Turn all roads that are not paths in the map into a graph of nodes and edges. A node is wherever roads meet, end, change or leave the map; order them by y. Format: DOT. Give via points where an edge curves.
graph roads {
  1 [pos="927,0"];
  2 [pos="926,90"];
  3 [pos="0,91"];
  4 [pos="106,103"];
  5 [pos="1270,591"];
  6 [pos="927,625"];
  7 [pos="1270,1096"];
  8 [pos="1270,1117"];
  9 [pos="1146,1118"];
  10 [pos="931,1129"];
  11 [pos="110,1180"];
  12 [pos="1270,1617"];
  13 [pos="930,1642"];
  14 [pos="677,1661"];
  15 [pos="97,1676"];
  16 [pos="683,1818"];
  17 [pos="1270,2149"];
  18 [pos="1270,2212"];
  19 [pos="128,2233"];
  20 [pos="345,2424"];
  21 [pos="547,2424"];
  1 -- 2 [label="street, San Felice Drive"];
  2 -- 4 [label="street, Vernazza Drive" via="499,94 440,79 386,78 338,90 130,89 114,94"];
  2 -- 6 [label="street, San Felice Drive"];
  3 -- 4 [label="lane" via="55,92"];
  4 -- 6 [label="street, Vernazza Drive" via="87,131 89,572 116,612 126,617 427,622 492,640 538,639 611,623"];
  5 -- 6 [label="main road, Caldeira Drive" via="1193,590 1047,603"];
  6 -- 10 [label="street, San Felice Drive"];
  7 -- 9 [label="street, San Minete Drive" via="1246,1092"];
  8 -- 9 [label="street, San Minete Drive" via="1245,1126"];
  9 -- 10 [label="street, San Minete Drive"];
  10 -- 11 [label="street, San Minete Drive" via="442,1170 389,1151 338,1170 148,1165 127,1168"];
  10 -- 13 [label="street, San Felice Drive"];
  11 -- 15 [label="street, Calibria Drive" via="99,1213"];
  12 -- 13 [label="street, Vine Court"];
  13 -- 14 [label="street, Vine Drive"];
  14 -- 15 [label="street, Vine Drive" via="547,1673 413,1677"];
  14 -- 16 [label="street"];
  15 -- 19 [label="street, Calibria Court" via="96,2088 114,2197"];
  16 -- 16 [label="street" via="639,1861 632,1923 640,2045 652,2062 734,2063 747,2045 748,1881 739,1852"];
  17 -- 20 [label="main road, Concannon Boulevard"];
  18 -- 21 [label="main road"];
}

-=-=-

• _INSTRUCTIONS FOR THE TASK_: Copy from the entries above each line in which the string "roads" can be found.

• _YOUR SOLUTION_:
Turn all roads that are not paths in the map into a graph of nodes and edges. A node is wherever roads meet, end, change or leave the map; order them by y. Format: DOT. Give via points where an edge curves.
graph roads {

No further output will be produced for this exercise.